Early inflammation probably contributes to the tissue scarring and kidney damage seen in autosomal dominant tubulointerstitial kidney disease, according to an Italian study noting that the same thing occurs in Alport syndrome.
Researchers reported that the inflammation they found in animal models of ADTKD has also been seen in mouse models of Alport.
Identifying the processes that trigger the inflammation could lead to treatments for the earliest stages of kidney disease, according to the team at the IRCCS San Raffaele Scientific Institute in Milan.
Mutations in a number of genes can cause ADTKD, but an UMOD gene mutation is one of the most common. That mutation produces a faulty version of uromodulin protein. Healthy uromodulin plays a key role in the kidneys’ functioning, but a faulty version can lead to kidney disease.
To understand the role that faulty uromodulin plays in the disease’s development, the researchers genetically engineered a mouse to generate abnormal uromodulin.
When they looked at gene activity in one-month-old mice that had yet to develop kidney disease, they noticed molecular events signaling that inflammation was occurring. They also detected inflammation-regulating factors in the mutant mice’s kidneys.
In addition, they noticed that tissue-scarring-related molecular pathways were activated in the mice and that genes governing fat metabolism were less active than in healthy mice.

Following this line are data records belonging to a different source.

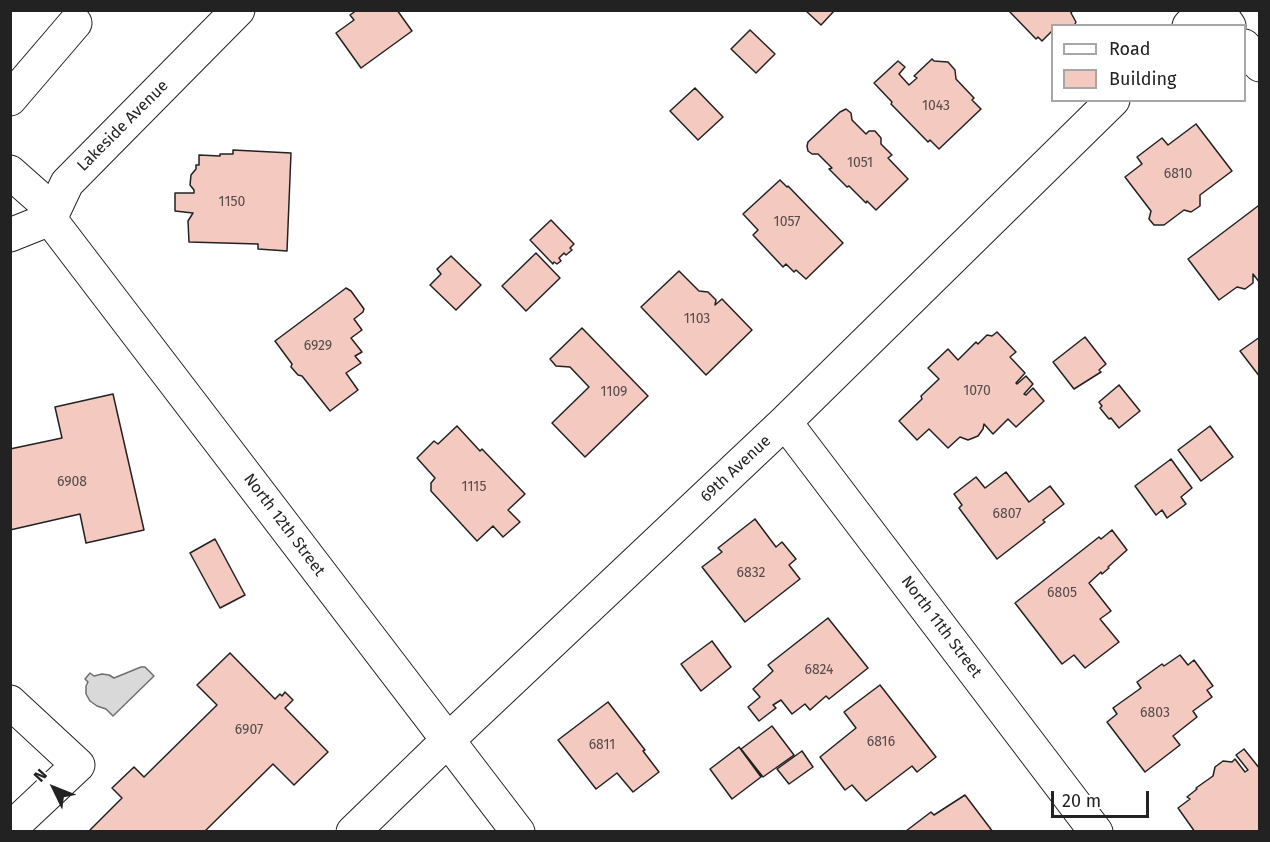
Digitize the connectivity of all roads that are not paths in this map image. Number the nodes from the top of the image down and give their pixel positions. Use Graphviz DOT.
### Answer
graph roads {
  1 [pos="238,10"];
  2 [pos="1204,10"];
  3 [pos="1218,10"];
  4 [pos="75,23"];
  5 [pos="1191,24"];
  6 [pos="1228,24"];
  7 [pos="1246,47"];
  8 [pos="1260,65"];
  9 [pos="10,99"];
  10 [pos="1111,102"];
  11 [pos="10,172"];
  12 [pos="52,215"];
  13 [pos="10,235"];
  14 [pos="785,422"];
  15 [pos="10,702"];
  16 [pos="448,740"];
  17 [pos="10,829"];
  18 [pos="353,831"];
  19 [pos="518,831"];
  20 [pos="1096,831"];
  1 -- 12 [label="street, Lakeside Avenue"];
  2 -- 5 [label="street"];
  3 -- 6 [label="street"];
  4 -- 9 [label="street"];
  7 -- 8 [label="street"];
  10 -- 14 [label="street, 69th Avenue"];
  11 -- 12 [label="street, North 12th Street"];
  12 -- 13 [label="street"];
  12 -- 16 [label="street, North 12th Street"];
  14 -- 16 [label="street, 69th Avenue"];
  14 -- 20 [label="street, North 11th Street"];
  15 -- 17 [label="street"];
  16 -- 18 [label="street, 69th Avenue"];
  16 -- 19 [label="street, North 12th Street"];
}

As the team followed the mice, they discovered a connection between inflammatory activity and progression of the disease. As the disease worsened, more genes became involved in inflammatory activity, suggesting that inflammation was worsening, they said.
The researchers categorized the inflammatory response they saw as an early innate immune response — the same kind that other studies have reported in Alport syndrome.
A previous study identified inflammatory cells as the major sign of disease in an animal model of Alport syndrome-related kidney disease, supporting the Italian researchers’ view that inflammation helps drive kidney disease progression.
While the study suggests that targeting inflammation could be a way to prevent the progression of the disease, the researchers said they now face the arduous task of assessing the contribution that each of the gene mutations and mediating factors makes to the disease.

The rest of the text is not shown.